From aversion to smart use


I got my first mobile phone a little over a decade ago not by choice, but a mobile  was thrust upon me, a simple ordinary phone. I was not keen on having a mobile, hence  there was reluctance and hesitation  on my part to use it.  However, once I became comfortable with  it , I wanted to cling to my old set. On the insistence of my children, I upgraded to a smart phone, but the first few days with my iphone were harrowing. I was baffled by its apps and intimidated by its umpteen features. Of course, over time I got used to my smart phone but for quite some time my usage remained limited to calls and messaging.

I struggled with messaging as I was miserably slow in texting. Once while having an online chat with my niece, as I struggled to trace and tap the right key to communicate with her, irritated at my painfully slow speed, my niece texted, “Bua, so gaye kya?” No, I had not dozed off. Despite my best effort, I was unable to match up with her speed.

Over time my typing speed may have improved, but still remains pathetic. Of course, presumptive dictionary has made texting much easier, but an inadvertent tap and I land into an awkward situation. I need to beware of auto-correct, which, at times, plays dirty tricks with me. The worst has been the crazy auto-correct replacing ‘dear’ with ‘dead’ giving me huge embarrassment.

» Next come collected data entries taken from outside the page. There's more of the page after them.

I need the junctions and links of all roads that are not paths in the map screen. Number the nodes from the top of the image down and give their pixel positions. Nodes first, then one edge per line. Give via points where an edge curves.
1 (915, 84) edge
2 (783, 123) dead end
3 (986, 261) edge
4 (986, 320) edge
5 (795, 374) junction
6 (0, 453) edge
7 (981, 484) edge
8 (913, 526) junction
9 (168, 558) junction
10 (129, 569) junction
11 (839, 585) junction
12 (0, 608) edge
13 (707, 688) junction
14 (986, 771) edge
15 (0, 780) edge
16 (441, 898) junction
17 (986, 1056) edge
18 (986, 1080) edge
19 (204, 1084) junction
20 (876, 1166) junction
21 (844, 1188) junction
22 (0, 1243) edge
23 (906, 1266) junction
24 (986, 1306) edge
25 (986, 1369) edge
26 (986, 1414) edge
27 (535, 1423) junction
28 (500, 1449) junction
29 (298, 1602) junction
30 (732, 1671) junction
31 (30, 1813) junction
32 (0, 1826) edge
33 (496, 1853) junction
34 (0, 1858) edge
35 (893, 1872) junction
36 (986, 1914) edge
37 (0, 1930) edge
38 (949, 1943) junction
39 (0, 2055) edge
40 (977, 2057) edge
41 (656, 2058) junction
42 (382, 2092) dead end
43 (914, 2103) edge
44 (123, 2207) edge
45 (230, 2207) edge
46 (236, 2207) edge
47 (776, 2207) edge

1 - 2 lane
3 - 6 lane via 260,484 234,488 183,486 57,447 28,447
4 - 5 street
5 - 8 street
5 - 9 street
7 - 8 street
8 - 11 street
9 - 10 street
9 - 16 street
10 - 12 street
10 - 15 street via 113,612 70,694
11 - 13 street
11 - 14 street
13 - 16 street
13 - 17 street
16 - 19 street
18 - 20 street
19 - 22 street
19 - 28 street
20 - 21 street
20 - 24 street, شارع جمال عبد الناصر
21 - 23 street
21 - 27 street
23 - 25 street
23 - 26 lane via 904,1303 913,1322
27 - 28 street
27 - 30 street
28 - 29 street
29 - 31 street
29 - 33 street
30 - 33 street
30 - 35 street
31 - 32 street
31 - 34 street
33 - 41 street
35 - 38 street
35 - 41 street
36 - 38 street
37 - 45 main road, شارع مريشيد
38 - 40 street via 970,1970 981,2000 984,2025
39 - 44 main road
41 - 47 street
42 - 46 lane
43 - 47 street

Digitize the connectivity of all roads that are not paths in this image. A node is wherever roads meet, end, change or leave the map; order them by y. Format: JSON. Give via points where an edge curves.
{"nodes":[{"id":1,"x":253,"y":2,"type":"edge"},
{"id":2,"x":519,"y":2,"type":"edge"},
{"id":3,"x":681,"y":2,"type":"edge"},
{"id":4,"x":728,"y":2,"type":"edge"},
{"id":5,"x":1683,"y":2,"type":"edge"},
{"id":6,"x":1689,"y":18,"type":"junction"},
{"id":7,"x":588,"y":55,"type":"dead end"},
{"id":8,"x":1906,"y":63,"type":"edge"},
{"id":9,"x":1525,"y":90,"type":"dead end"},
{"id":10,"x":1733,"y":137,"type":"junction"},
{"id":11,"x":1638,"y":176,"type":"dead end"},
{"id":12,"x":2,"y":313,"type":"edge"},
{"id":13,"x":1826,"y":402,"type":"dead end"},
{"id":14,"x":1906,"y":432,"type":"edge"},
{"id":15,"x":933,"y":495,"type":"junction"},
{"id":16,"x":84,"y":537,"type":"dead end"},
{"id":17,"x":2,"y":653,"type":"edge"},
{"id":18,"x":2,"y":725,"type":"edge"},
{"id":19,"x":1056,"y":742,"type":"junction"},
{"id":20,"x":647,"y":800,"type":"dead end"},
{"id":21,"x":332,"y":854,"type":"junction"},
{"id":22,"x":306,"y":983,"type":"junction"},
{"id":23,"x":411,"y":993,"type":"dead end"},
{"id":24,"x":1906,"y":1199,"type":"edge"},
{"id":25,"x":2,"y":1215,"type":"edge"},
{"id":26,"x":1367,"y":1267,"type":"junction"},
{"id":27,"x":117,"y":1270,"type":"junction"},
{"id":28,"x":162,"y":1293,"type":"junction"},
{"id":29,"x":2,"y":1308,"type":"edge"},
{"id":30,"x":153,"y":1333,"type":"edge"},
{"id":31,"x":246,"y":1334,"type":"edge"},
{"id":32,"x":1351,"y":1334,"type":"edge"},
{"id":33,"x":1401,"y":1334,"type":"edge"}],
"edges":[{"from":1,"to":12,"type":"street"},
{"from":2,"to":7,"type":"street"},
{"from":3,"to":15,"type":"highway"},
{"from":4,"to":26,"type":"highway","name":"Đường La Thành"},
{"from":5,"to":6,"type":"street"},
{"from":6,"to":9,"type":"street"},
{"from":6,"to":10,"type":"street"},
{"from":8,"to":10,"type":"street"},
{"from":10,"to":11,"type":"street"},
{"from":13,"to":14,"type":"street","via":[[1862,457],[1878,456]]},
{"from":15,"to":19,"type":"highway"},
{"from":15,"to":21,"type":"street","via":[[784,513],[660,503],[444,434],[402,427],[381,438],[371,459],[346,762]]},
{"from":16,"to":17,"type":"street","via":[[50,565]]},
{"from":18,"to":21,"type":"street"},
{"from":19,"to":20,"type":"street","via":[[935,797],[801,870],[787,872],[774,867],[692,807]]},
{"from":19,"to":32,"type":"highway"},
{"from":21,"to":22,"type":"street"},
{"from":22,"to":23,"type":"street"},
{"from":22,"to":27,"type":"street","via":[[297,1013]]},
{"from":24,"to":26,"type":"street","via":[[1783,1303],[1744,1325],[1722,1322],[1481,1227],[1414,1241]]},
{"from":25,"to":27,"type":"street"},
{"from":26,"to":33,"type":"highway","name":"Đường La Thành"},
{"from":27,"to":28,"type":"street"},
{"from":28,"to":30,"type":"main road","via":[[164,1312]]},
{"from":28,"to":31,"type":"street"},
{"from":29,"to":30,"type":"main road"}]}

The emergence of emojis, the small digital icons on the virtual platforms is a boon. There are smileys of all sorts-smiling, grinning, laughing, winking, frowning, and so many others that I cannot even figure out. I use emojis to spice up text conversation, of course- the limited ones that I comprehend.

Well, I have come a long way from being averse to having a cell-phone to becoming a mobile addict. There was a time when I used to nag my sons for being on mobile all the time, but now I am obsessed with it, frequently checking messages and updates on social media. In fact, it is only recently after my retirement that I have become active on Facebook, even though I had an account which had been lying  dormant for years together.  Now that I have enough of free time, I am occupied ticking ‘likes’, posting and commenting on the posts. Thanks to Facebook, I have been able to get in touch with my old friends, reconnect with many of my students and make a few new friends.

But then, I realize social networking is no substitute for real interaction. Virtual friends do not give the same therapeutic benefit as real friends in the physical world. I look for authentic real people, not the exaggerated acts of camaraderie on digital platforms. Also, too much of involvement in the virtual world– pings and posts- is increasing my screen time at the cost of meaningful activities.

My smart phone has given me easy access to social media at any time I please, but I understand it is not smart to overindulge in social media. I have become smarter now, turned off notifications, rationed time for social media. I am at peace; more relaxed as I have begun to use my smart phone in moderation.

Rama Kashyap

Retd. Associate Prof.

MCMDAV College


(Publishes as MIDDLE in The Tribune on November 7, 2020 )

14 Replies to “From aversion to smart use”

  1. It’s very interesting,entertaining madam. Actually,I feel very close to your articles as we’re of same generation,even though you are my teacher.Many a time,I am first reader of your blog.Many times waiting for new blog.
    Thank you madam, for recognizing me after so many years.

    1. So sweet of you Garima . ..I, too, look forward to your comments , always the first one to respond. God bless you .

  2. Pleasure reading frank and undiluted expression . Getting integrated into technology and then getting addicted to it —— that has been fate of our generation ! Complete hold over language and lucid topic to choose are your strengths Rama . Keep writing !! Well done !

    1. Thank you so much Vini. I don’t know if I have done justice to the topic but your comments are definitely wonderful in expression and content .

  3. Well done Rama. Always enjoy your articles as I can relate to your thoughts so easily. Yes , this has been our journey. From reluctant users to addicts . Total addicts in covid times.

    1. Yes Alka, we belong to the same age group…similar background hence almost the same experience .
      You have put it down so rightly that we began as reluctant users, turned into addicts and in Covid times total addicts.

  4. You have actually voiced my feelings & experience with my i phone.Phone has turned into an addiction robbing us of our precious time which could have been used for more meaningful activities.
    Well written as always Rama👌🏻

    1. Thank you so much Pamela.
      It is indeed a consolation for me that even my techno-savvy friend had a tough time adapting to iphone. Though mine is a classic case as I struggle with every new phone, hence never interested in change.

  5. Remarkable article.
    Aptly represents experience of many belonging to my generation who are not very technology savvy, by lack of knowledge or by inclination!!
    Very rightly said, no amount of on line networking can replce the magic and beauty of face to face meetings.
    Yet, perhaps something is better than nothing!

    1. Thanks ma’am for taking time for reading and leaving your comment. Ma’am , we are all sailing in the same boat -not techno-savvy but somehow manage to sail through.